Based on the configured retention policy, the volumes are removed. Openstack API access policies are customized to make only the retention service be able to delete the backups and users not.

Scaling

Cinder backup service is running on the dedicated backup host and it can be scaled across multiple backup hosts.

Notification

Once the backup is finished, the results are notified to the specified users by email regardless of whether it was successful or not (the email will be one digest of all backups). Backup result HTML Template

  • Backup time
  • Current quota usage(Quota/used number/percentage) with proper colors
    • 50% <= Quota usage : Green
    • 80% > Quota > 50% usage : Yellow
    • Quota usage > 80% : Red
  • Volume list
  • Success/fail: true/false with proper colors
    • Fail: Red
    • Success: Green
  • Fail reason

Settings

Users can configure the settings to control the backup process. The parameters are;

  • Backup period
  • Volume filtering tag
  • Volume skip filter metadata tag
  • Volume limit number
  • Retention time
  • Archival rules
  • Compression mode, algorithm and parameters
  • Notification receiver list
  • Notification email HTML template
  • Openstack Credential

User Interface

  • Users can get the list of backup volumes on the Horizon cinder-backup panel. This panel has filtering and pagination functions which are not default ones of Horizon.
  • Users cannot delete the volumes on the UI. “Delete Volume Backup” button is disabled on the cinder-backup panel.

Dependencies

  • openstacksdk (API calls)
  • Flask (HTTP API)
  • oslo.service (long-running daemon)
  • pbr (using setup.cfg for build tooling)
  • oslo.db (database connections)
  • oslo.config (configuration files)

Architecture

HTTP API (staffeln-api)

This project will need a basic HTTP API. The primary reason for this is because when a user will attempt to delete a backup, we will use oslo.policy via HTTP to make sure that the backup they are attempting to delete is not an automated backup.

This API will be unauthenticated and stateless, due to the fact that it is simply going to return the plain-text string True or fail with 401 Unauthorized. Because of the simplicity of this API, Flask is an excellent tool to be able to build it out.

The flow of the HTTP call will look like the following:

  1. HTTP request received through oslo.policy when backup being deleted with ID
  2. Server look up backup ID using OpenStack API
  3. If backup metadata contains __automated_backup=True then deny, otherwise allow.

With that flow, we’ll be able to protect automated backups from being deleted automatically.
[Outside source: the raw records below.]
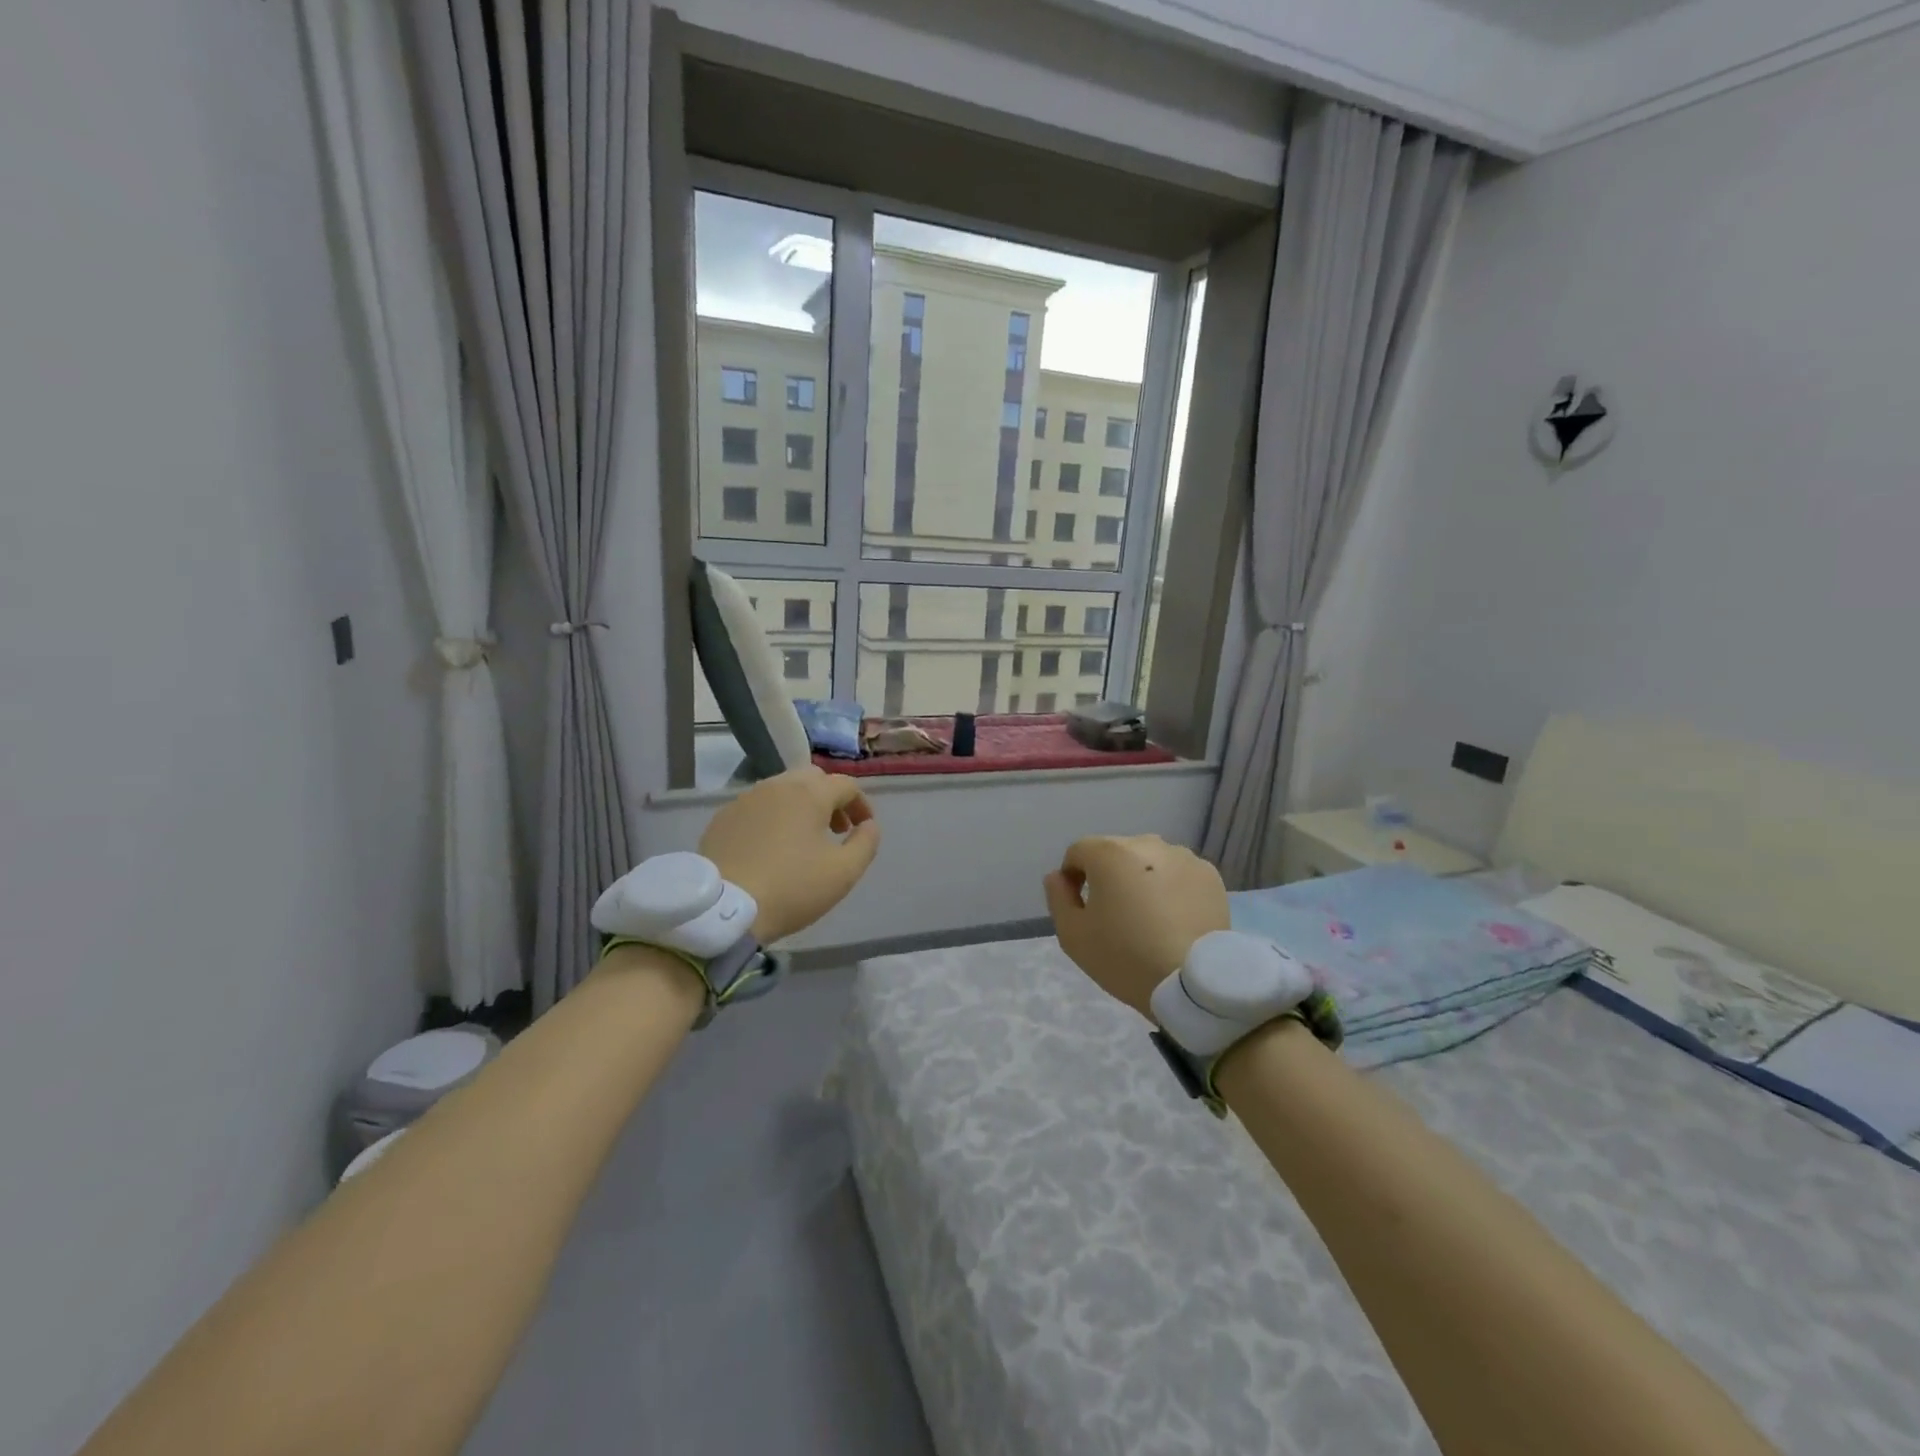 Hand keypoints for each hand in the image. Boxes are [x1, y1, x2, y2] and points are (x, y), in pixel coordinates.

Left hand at [700, 767, 880, 943]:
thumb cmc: (791, 888)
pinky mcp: (723, 817)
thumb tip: (869, 825)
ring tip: (804, 838)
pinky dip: (774, 816)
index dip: (861, 804)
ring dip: (801, 806)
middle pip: (813, 778)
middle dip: (830, 798)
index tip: (863, 828)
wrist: (723, 909)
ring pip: (783, 789)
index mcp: (809, 793)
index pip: (846, 785)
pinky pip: (758, 806)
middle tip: (836, 829)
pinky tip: (771, 846)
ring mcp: (746, 799)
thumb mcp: (844, 872)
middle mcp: (777, 785)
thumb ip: (866, 843)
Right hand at [1043, 835, 1229, 1017]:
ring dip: (1141, 878)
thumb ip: (1058, 897)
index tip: (1081, 907)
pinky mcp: (1209, 875)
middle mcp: (1146, 844)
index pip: (1078, 852)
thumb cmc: (1125, 957)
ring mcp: (1182, 857)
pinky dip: (1171, 888)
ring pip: (1149, 861)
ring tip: (1149, 916)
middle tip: (1115, 914)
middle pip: (1115, 853)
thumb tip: (1058, 877)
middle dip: (1108, 875)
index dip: (1072, 877)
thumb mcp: (1073, 935)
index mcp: (1109, 853)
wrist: (1192, 983)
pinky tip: (1174, 918)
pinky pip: (1178, 874) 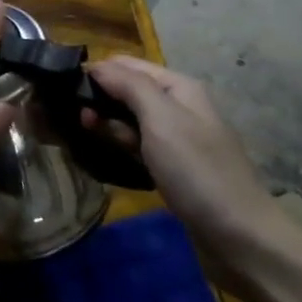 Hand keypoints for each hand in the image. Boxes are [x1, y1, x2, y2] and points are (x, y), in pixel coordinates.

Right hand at [85, 56, 295, 279]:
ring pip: (129, 119)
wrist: (239, 236)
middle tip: (68, 115)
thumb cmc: (197, 171)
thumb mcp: (162, 120)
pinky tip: (101, 152)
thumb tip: (96, 66)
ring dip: (105, 122)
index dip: (97, 72)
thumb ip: (129, 86)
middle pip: (128, 90)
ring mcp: (176, 138)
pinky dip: (119, 145)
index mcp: (179, 88)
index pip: (127, 64)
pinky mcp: (171, 166)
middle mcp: (178, 107)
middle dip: (98, 98)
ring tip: (79, 132)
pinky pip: (137, 145)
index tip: (62, 87) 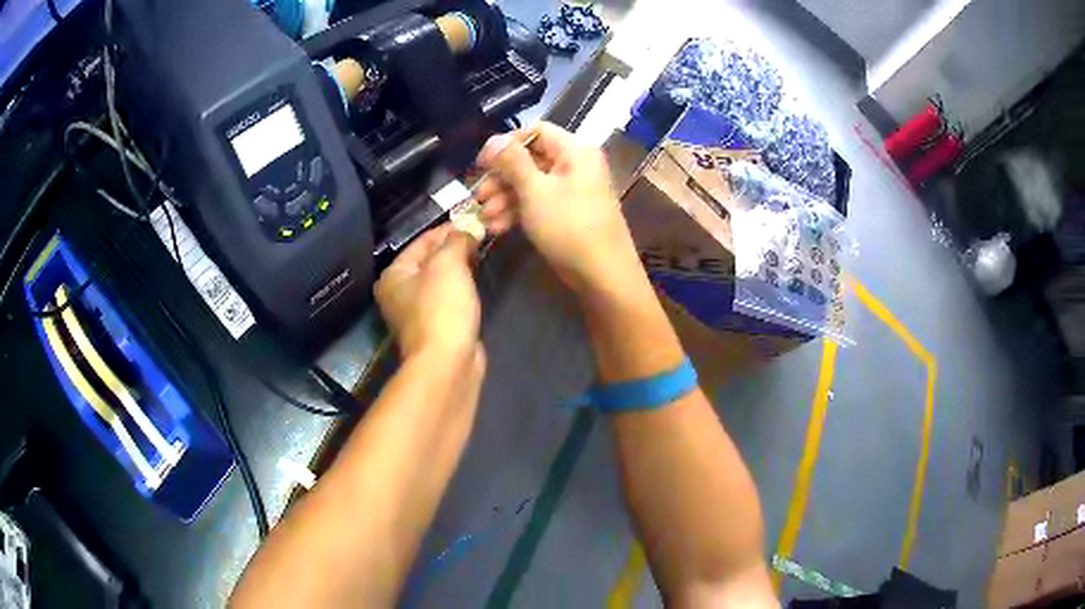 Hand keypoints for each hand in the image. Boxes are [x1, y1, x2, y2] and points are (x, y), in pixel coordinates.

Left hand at [375, 224, 481, 360]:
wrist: (448, 362)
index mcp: (394, 274)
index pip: (422, 241)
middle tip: (481, 236)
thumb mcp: (448, 264)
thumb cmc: (441, 307)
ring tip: (482, 254)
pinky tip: (476, 282)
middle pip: (429, 259)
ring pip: (440, 279)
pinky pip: (448, 297)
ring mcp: (416, 312)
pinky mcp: (435, 327)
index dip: (448, 228)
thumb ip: (457, 240)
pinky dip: (461, 287)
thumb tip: (468, 229)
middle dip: (455, 247)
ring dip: (460, 267)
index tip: (474, 220)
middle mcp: (399, 292)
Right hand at [474, 122, 635, 293]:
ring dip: (505, 199)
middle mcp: (575, 165)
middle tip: (478, 197)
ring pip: (531, 184)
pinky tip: (497, 228)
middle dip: (501, 178)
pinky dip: (519, 212)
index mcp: (574, 151)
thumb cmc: (569, 226)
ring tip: (484, 218)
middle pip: (530, 160)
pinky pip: (539, 203)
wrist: (603, 275)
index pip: (535, 131)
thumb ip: (512, 162)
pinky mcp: (567, 213)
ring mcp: (572, 190)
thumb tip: (493, 139)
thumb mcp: (535, 191)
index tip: (481, 163)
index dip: (506, 144) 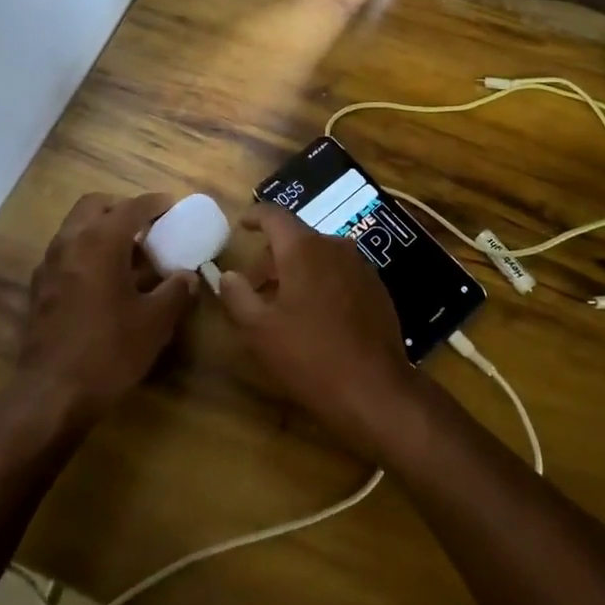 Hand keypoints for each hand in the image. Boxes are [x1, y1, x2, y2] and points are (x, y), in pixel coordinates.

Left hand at [15, 192, 198, 426]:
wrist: (51, 395)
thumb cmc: (108, 351)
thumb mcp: (155, 322)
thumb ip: (176, 291)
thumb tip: (188, 276)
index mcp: (100, 241)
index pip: (131, 207)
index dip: (155, 203)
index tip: (172, 205)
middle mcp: (70, 242)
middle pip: (95, 205)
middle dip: (121, 208)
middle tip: (145, 225)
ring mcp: (49, 265)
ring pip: (76, 227)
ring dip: (101, 229)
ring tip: (129, 253)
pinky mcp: (39, 288)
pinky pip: (66, 253)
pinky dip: (86, 252)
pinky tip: (104, 280)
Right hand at [215, 205, 421, 457]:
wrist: (375, 389)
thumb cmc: (309, 355)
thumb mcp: (259, 330)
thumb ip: (237, 296)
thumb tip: (227, 275)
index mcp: (303, 248)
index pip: (274, 215)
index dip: (255, 216)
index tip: (242, 225)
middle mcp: (334, 246)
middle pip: (296, 238)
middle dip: (272, 257)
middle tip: (254, 286)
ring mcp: (360, 266)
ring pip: (319, 256)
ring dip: (297, 271)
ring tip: (282, 304)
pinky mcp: (376, 288)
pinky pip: (339, 273)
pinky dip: (320, 282)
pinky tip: (314, 316) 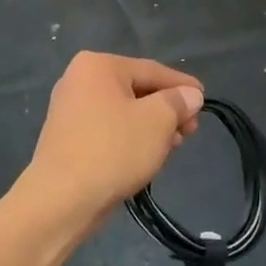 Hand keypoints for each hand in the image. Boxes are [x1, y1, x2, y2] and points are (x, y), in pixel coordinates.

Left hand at [19, 53, 202, 225]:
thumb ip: (177, 102)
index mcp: (98, 65)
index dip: (182, 85)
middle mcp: (79, 80)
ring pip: (123, 112)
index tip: (204, 99)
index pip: (151, 70)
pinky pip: (108, 129)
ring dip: (151, 126)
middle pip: (136, 90)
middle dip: (167, 109)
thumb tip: (190, 95)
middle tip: (191, 129)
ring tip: (174, 145)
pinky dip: (130, 137)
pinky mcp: (67, 137)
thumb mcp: (157, 121)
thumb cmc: (113, 150)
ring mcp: (69, 109)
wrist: (61, 200)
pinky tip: (148, 154) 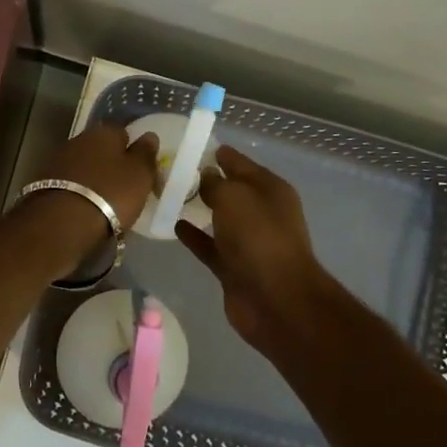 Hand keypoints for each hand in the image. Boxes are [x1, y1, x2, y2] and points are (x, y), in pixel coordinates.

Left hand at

In order to build a proper architecture, this application will be delivered as a WSGI application so it can be hosted via something like uWSGI later.

Daemon (staffeln-conductor)

The conductor will be an independent daemon that will essentially scan all the virtual machines (grouped by project) which are marked to have automatic backups and then automatically start queueing up backups for them to be executed by Cinder.

Once backups for a project are done, it should be able to start running the rotation policy that is configured on all the existing volumes and then send out a notification email afterwards to the user.

The daemon should be stateful and ensure that it has its own state which is stored inside of a database.